*WHAT IS EXPECTED:* Go through the lines below and copy each one that holds the string "Jean".

PROVIDED INFORMATION section start

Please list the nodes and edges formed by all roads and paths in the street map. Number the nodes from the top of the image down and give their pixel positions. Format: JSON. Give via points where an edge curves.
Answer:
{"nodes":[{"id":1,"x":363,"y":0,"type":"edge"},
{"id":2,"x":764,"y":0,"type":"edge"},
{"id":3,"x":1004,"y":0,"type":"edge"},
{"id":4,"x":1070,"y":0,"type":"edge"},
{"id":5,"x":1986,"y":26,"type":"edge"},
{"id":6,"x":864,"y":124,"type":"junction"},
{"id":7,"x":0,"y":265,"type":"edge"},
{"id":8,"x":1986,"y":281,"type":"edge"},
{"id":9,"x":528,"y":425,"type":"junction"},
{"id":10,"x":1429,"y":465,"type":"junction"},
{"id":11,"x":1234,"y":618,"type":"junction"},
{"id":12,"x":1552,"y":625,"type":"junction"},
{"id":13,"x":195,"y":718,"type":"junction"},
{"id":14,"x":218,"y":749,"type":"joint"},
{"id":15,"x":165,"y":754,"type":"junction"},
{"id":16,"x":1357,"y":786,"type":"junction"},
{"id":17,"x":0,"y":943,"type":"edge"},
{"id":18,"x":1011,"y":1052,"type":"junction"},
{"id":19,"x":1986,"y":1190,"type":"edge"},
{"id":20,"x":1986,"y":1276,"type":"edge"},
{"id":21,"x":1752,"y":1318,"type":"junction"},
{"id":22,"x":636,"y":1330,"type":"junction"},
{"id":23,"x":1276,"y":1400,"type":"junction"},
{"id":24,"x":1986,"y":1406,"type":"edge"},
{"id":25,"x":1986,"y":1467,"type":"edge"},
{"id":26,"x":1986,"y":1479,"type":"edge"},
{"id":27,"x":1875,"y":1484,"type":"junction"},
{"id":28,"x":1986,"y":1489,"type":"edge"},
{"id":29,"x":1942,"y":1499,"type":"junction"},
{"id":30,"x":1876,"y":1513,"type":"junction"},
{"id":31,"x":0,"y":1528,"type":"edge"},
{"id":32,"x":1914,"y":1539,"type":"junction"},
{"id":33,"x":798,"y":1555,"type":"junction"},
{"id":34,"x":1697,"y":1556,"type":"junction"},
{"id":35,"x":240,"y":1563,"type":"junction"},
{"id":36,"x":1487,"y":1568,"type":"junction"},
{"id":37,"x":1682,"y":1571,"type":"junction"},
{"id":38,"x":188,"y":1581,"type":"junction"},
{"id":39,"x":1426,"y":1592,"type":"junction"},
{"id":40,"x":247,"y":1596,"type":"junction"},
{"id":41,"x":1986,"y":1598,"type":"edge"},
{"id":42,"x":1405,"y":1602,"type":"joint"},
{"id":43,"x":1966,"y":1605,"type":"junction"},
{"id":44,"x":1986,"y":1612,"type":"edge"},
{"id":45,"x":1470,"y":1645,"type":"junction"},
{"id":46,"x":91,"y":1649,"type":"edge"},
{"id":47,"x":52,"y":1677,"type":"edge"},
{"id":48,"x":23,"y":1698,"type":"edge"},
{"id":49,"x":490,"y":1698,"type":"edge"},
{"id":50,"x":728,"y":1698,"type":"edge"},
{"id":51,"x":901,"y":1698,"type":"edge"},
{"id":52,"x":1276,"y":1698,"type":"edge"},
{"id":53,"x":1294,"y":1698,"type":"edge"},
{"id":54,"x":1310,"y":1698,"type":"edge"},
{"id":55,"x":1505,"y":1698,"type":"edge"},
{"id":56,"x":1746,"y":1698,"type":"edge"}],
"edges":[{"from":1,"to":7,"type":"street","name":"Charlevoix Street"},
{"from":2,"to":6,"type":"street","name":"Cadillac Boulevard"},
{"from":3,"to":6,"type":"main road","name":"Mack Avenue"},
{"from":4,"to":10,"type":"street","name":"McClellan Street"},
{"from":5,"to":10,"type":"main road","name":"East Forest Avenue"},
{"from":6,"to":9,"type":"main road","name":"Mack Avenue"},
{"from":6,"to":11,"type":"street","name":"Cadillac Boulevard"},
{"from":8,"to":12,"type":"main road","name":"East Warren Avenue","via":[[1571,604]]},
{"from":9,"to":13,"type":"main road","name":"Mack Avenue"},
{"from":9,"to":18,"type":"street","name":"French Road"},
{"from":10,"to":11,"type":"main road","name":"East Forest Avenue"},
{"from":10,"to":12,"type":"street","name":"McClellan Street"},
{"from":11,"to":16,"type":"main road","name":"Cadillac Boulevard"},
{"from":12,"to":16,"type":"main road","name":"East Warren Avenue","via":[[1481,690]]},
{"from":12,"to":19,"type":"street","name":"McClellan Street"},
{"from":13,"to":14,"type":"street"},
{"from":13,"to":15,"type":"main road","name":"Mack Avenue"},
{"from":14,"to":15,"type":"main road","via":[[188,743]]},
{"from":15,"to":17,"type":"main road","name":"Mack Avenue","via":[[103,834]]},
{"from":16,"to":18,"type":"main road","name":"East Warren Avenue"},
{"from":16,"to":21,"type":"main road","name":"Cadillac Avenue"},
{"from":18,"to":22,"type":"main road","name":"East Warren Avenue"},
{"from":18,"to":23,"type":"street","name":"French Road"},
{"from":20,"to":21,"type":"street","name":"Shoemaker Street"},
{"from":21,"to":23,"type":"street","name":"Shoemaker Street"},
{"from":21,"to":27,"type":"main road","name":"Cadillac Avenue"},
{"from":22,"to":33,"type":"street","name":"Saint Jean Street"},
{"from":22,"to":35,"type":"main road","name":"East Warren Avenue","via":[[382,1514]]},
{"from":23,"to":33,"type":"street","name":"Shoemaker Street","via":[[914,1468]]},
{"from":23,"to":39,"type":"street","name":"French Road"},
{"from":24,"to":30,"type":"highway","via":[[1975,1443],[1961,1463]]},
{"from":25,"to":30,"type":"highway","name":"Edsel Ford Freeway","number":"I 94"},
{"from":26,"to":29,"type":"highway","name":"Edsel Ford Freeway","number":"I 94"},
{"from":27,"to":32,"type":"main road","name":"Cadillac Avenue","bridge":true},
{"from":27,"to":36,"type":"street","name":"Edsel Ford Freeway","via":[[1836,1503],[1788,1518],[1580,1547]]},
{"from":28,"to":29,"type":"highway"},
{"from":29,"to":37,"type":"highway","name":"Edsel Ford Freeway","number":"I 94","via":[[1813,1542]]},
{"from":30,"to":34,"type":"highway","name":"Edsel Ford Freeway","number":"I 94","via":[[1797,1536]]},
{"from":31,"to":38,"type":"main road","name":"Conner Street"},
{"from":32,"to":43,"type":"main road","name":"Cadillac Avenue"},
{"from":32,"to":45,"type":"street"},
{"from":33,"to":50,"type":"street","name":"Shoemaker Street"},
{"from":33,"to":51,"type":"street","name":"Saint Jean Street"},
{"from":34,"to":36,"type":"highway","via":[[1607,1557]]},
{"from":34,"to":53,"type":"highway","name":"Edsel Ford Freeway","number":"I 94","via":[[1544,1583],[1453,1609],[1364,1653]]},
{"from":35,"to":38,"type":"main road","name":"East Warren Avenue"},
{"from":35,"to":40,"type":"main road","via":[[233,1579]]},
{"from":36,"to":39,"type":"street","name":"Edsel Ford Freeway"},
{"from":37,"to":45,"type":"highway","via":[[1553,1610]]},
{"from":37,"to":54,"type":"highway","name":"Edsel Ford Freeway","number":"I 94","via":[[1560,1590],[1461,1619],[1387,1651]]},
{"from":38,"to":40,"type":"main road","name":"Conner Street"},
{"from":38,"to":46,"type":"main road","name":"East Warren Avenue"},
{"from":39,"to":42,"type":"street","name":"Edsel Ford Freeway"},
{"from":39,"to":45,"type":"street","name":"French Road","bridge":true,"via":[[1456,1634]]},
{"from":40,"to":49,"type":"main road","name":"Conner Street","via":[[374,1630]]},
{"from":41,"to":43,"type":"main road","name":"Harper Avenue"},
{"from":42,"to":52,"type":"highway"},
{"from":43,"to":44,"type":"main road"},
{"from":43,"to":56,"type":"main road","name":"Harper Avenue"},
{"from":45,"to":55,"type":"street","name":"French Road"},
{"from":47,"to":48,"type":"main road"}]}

PROVIDED INFORMATION section end

*RESULT:*
{"from":22,"to":33,"type":"street","name":"Saint Jean Street"},
{"from":33,"to":51,"type":"street","name":"Saint Jean Street"},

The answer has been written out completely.